▶

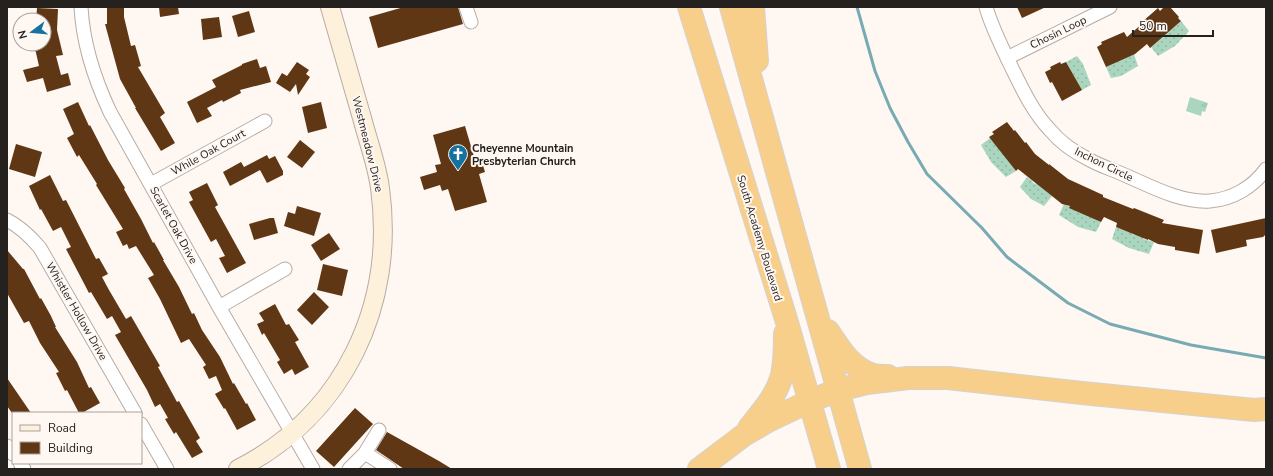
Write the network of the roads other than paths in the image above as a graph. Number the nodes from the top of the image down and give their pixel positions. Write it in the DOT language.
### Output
graph roads {
  1 [pos="82,7"];
  2 [pos="466,7"];
  3 [pos="684,7"];
  4 [pos="689,7"];
  5 [pos="731,7"];
  6 [pos="753,7"];
  7 [pos="986,7"];
  8 [pos="1110,7"];
  9 [pos="333,8"];
  10 [pos="471,22"];
  11 [pos="696,30"];
  12 [pos="1007,58"];
  13 [pos="265,121"];
  14 [pos="770,143"];
  15 [pos="1266,169"];
  16 [pos="151,184"];
  17 [pos="7,220"];
  18 [pos="285,269"];
  19 [pos="219,307"];
  20 [pos="817,314"];
  21 [pos="786,319"];
  22 [pos="908,378"];
  23 [pos="838,390"];
  24 [pos="810,401"];
  25 [pos="1266,409"];
  26 [pos="134,412"];
  27 [pos="142,426"];
  28 [pos="379,430"];
  29 [pos="292,432"];
  30 [pos="744,434"];
  31 [pos="365,453"];
  32 [pos="167,469"];
  33 [pos="238,469"];
  34 [pos="313,469"];
  35 [pos="349,469"];
  36 [pos="390,469"];
  37 [pos="699,469"];
  38 [pos="829,469"];
  39 [pos="860,469"];
  1 -- 16 [label="street, Scarlet Oak Drive"];
  2 -- 10 [label="street"];
  3 -- 11 [label="highway"];
  4 -- 11 [label="highway, South Academy Boulevard"];
  5 -- 14 [label="highway"];
  6 -- 14 [label="highway"];
  7 -- 12 [label="street, Inchon Circle"];
  8 -- 12 [label="street, Chosin Loop"];
  9 -- 29 [label="street, Westmeadow Drive"];
  11 -- 21 [label="highway, South Academy Boulevard"];
  12 -- 15 [label="street, Inchon Circle"];
  13 -- 16 [label="street, While Oak Court"];
  14 -- 20 [label="highway"];
  16 -- 19 [label="street, Scarlet Oak Drive"];
  17 -- 26 [label="street, Whistler Hollow Drive"];
  18 -- 19 [label="street"];
  19 -- 29 [label="street, Scarlet Oak Drive"];
  20 -- 22 [label="highway"];
  20 -- 23 [label="highway"];
  21 -- 24 [label="highway, South Academy Boulevard"];
  21 -- 30 [label="highway"];
  22 -- 23 [label="highway"];
  22 -- 25 [label="highway"];
  23 -- 24 [label="highway"];
  23 -- 39 [label="highway"];
  24 -- 30 [label="highway"];
  24 -- 38 [label="highway, South Academy Boulevard"];
  27 -- 32 [label="street"];
  28 -- 31 [label="street"];
  29 -- 33 [label="street, Westmeadow Drive"];
  29 -- 34 [label="street, Scarlet Oak Drive"];
  30 -- 37 [label="highway"];
  31 -- 35 [label="street"];
  31 -- 36 [label="street"];
}
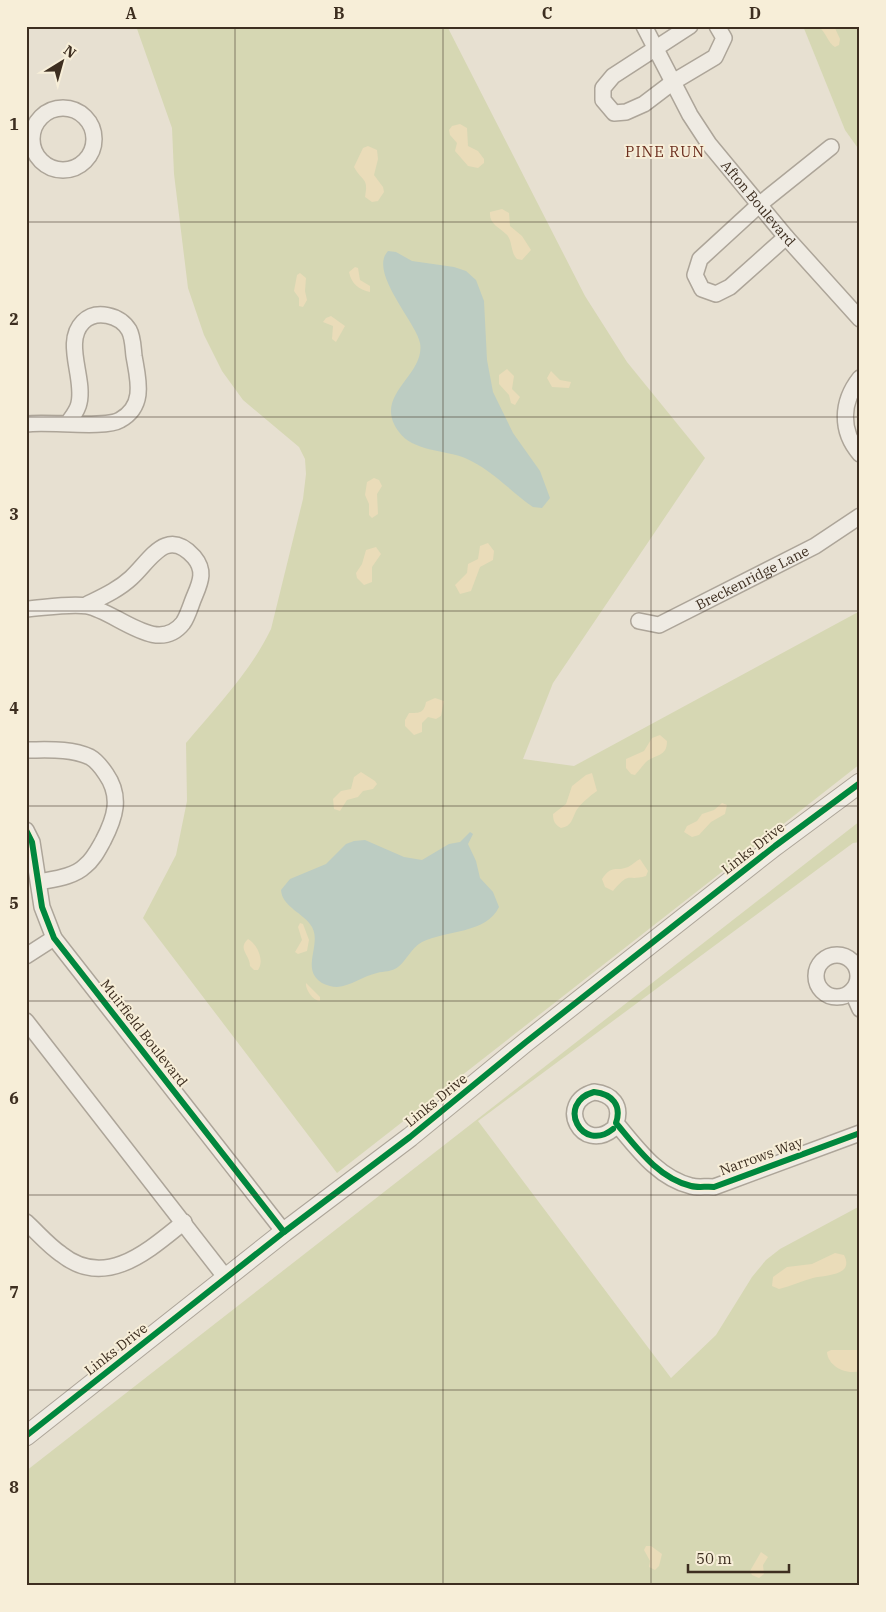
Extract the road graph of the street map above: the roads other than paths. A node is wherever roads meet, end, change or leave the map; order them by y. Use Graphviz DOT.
graph roads {
  1 [pos="644,26"];
  2 [pos="690,26"];
  3 [pos="717,26"];
  4 [pos="654,48"];
  5 [pos="673,82"];
  6 [pos="30,128"];
  7 [pos="831,147"];
  8 [pos="760,204"];
  9 [pos="786,237"];
  10 [pos="859,316"];
  11 [pos="860,378"];
  12 [pos="68,422"];
  13 [pos="26,424"];
  14 [pos="860,454"];
  15 [pos="860,516"];
  16 [pos="86,605"];
  17 [pos="26,609"];
  18 [pos="639,621"];
  19 [pos="26,750"];
  20 [pos="860,783"];
  21 [pos="26,830"];
  22 [pos="39,882"];
  23 [pos="54,938"];
  24 [pos="26,956"];
  25 [pos="852,991"];
  26 [pos="860,1008"];
  27 [pos="26,1022"];
  28 [pos="613,1129"];
  29 [pos="860,1134"];
  30 [pos="26,1222"];
  31 [pos="184,1222"];
  32 [pos="284,1232"];
  33 [pos="226,1278"];
  34 [pos="26,1436"];
  1 -- 4 [label="street, Afton Boulevard"];
  2 -- 4 [label="street"];
  3 -- 5 [label="street"];
  4 -- 5 [label="street, Afton Boulevard"];
  4 -- 5 [label="street"];
  5 -- 8 [label="street, Afton Boulevard"];
  6 -- 6 [label="street"];
  7 -- 8 [label="street"];
  8 -- 9 [label="street, Afton Boulevard"];
  8 -- 9 [label="street"];
  9 -- 10 [label="street, Afton Boulevard"];
  11 -- 14 [label="street"];
  12 -- 12 [label="street"];
  12 -- 13 [label="street"];
  15 -- 18 [label="street, Breckenridge Lane"];
  16 -- 16 [label="street"];
  16 -- 17 [label="street"];
  19 -- 22 [label="street"];
  20 -- 32 [label="street, Links Drive"];
  21 -- 22 [label="street, Muirfield Boulevard"];
  22 -- 23 [label="street, Muirfield Boulevard"];
  23 -- 24 [label="street"];
  23 -- 32 [label="street, Muirfield Boulevard"];
  25 -- 26 [label="street"];
  27 -- 31 [label="street"];
  28 -- 29 [label="street, Narrows Way"];
  30 -- 31 [label="street"];
  31 -- 33 [label="street"];
  32 -- 33 [label="street, Links Drive"];
  33 -- 34 [label="street, Links Drive"];
}
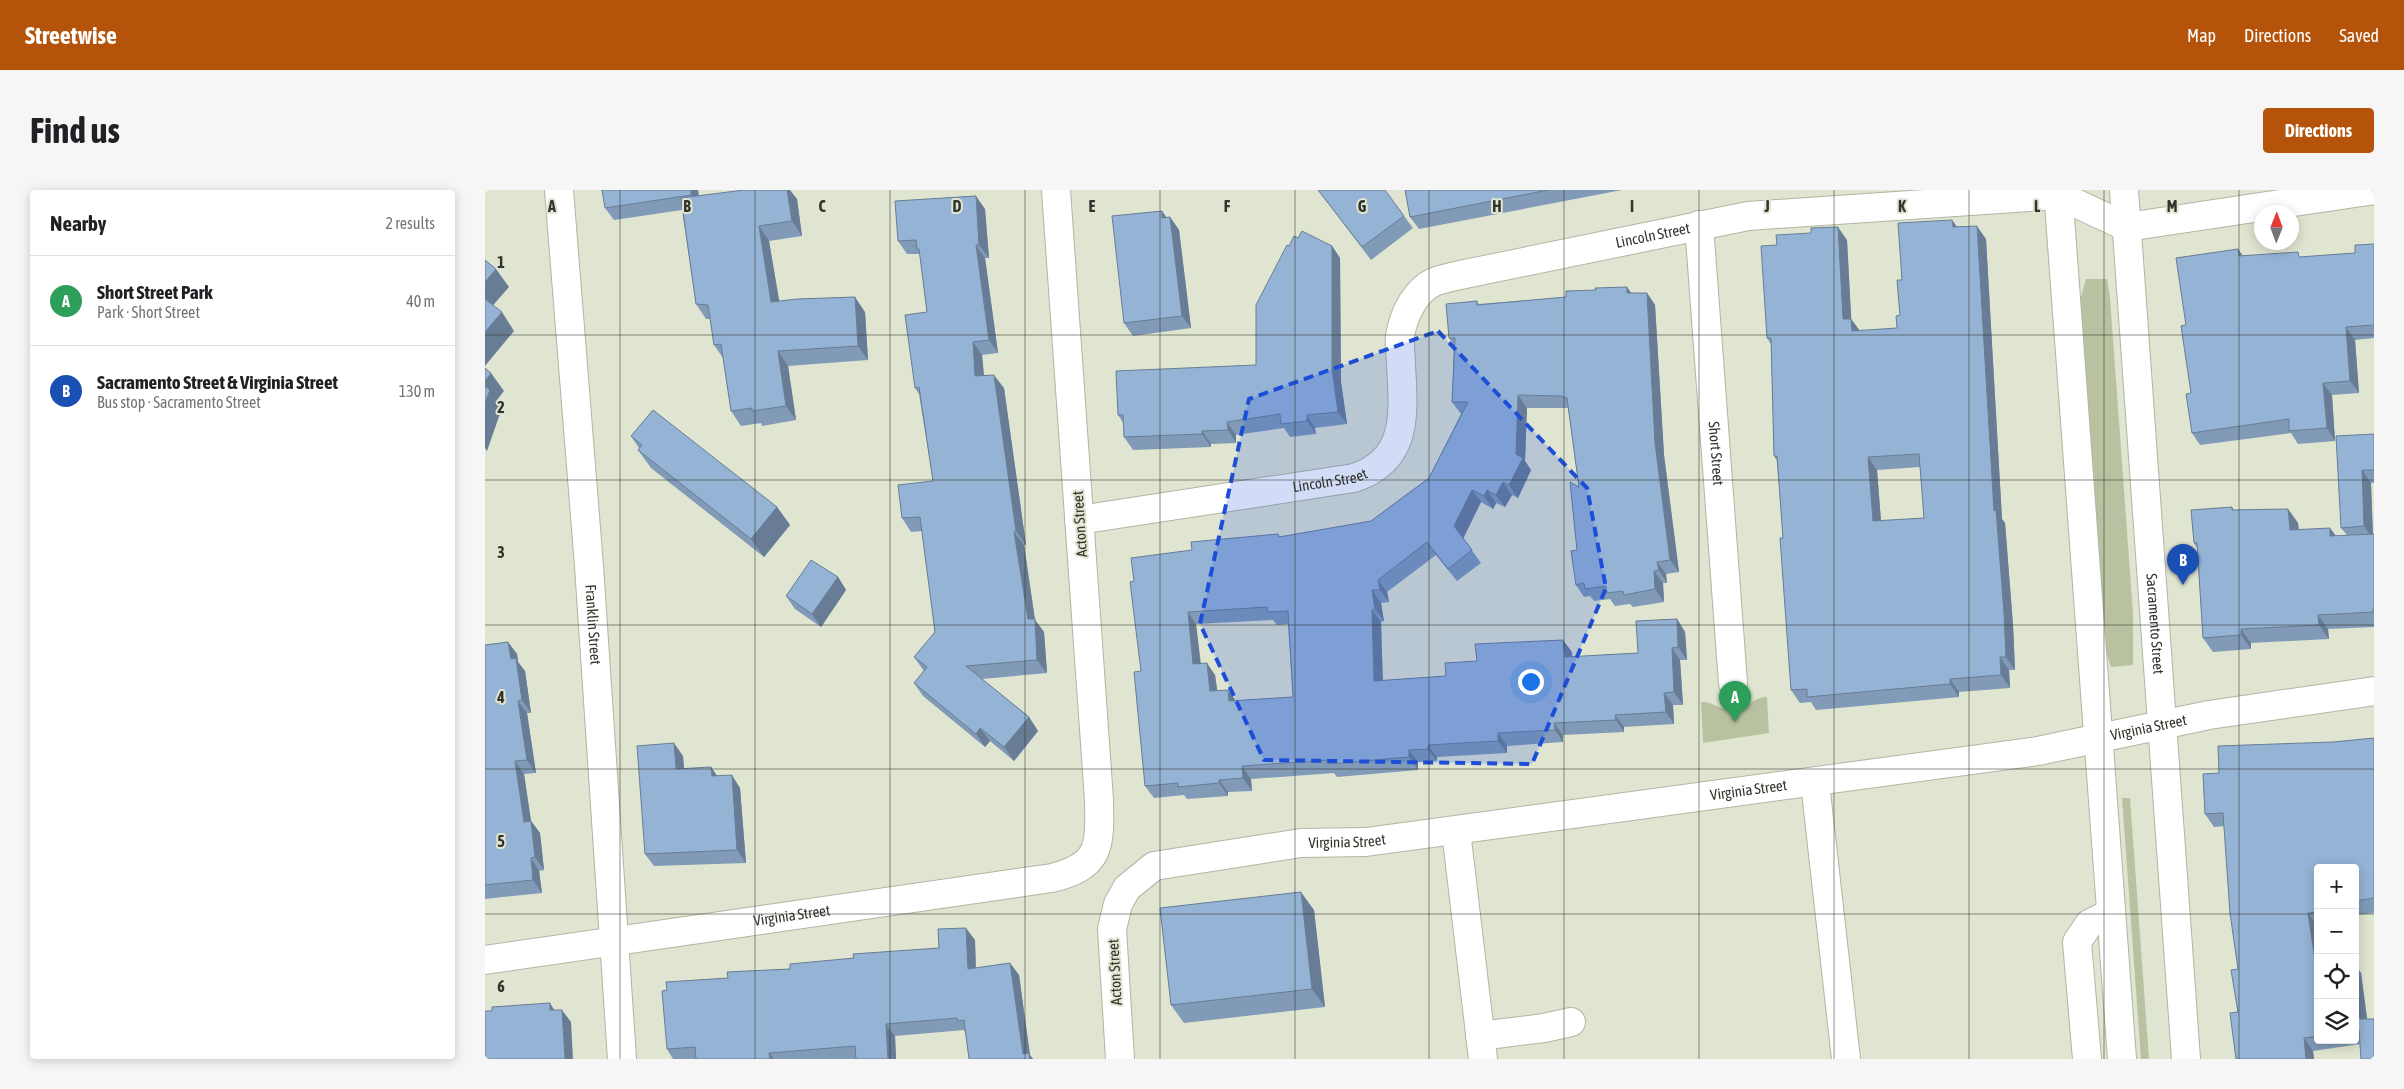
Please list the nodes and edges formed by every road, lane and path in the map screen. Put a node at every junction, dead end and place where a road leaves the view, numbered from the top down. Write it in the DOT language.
graph roads {
  1 [pos="559,190"];
  2 [pos="1056,190"];
  3 [pos="2124,190"];
  4 [pos="2374,190"];
  5 [pos="2058,192"];
  6 [pos="1699,224"];
  7 [pos="2127,226"];
  8 [pos="1079,520"];
  9 [pos="1733,683"];
  10 [pos="2374,691"];
  11 [pos="2163,724"];
  12 [pos="2097,739"];
  13 [pos="1815,783"];
  14 [pos="1457,831"];
  15 [pos="1091,857"];
  16 [pos="1127,888"];
  17 [pos="2111,913"];
  18 [pos="613,941"];
  19 [pos="485,960"];
  20 [pos="1571,1022"];
  21 [pos="1481,1048"];
  22 [pos="622,1059"];
  23 [pos="1120,1059"];
  24 [pos="1846,1059"];
  25 [pos="2087,1059"];
  26 [pos="2122,1059"];
  27 [pos="2186,1059"];
  1 -- 18 [label="street, Franklin Street"];
  2 -- 8 [label="street, Acton Street"];
  3 -- 7 [label="street, Sacramento Street"];
  4 -- 7 [label="street"];
  5 -- 6 [label="street, Lincoln Street"];
  5 -- 7 [label="street, Lincoln Street"];
  5 -- 12 [label="street"];
  6 -- 8 [label="street, Lincoln Street"];
  6 -- 9 [label="street, Short Street"];
  7 -- 11 [label="street, Sacramento Street"];
  8 -- 15 [label="street, Acton Street"];
  10 -- 11 [label="street, Virginia Street"];
  11 -- 12 [label="street, Virginia Street"];
  11 -- 27 [label="street, Sacramento Street"];
  12 -- 13 [label="street, Virginia Street"];
  12 -- 17 [label="street"];
  13 -- 14 [label="street, Virginia Street"];
  13 -- 24 [label="street"];
  14 -- 16 [label="street, Virginia Street"];
  14 -- 21 [label="street"];
  15 -- 18 [label="street, Virginia Street"];
  16 -- 23 [label="street, Acton Street"];
  17 -- 25 [label="street"];
  17 -- 26 [label="street"];
  18 -- 19 [label="street, Virginia Street"];
  18 -- 22 [label="street, Franklin Street"];
  20 -- 21 [label="street"];
}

◀

Using the entries above, find all lines with "Inchon". Copy them.

  7 -- 12 [label="street, Inchon Circle"];
  12 -- 15 [label="street, Inchon Circle"];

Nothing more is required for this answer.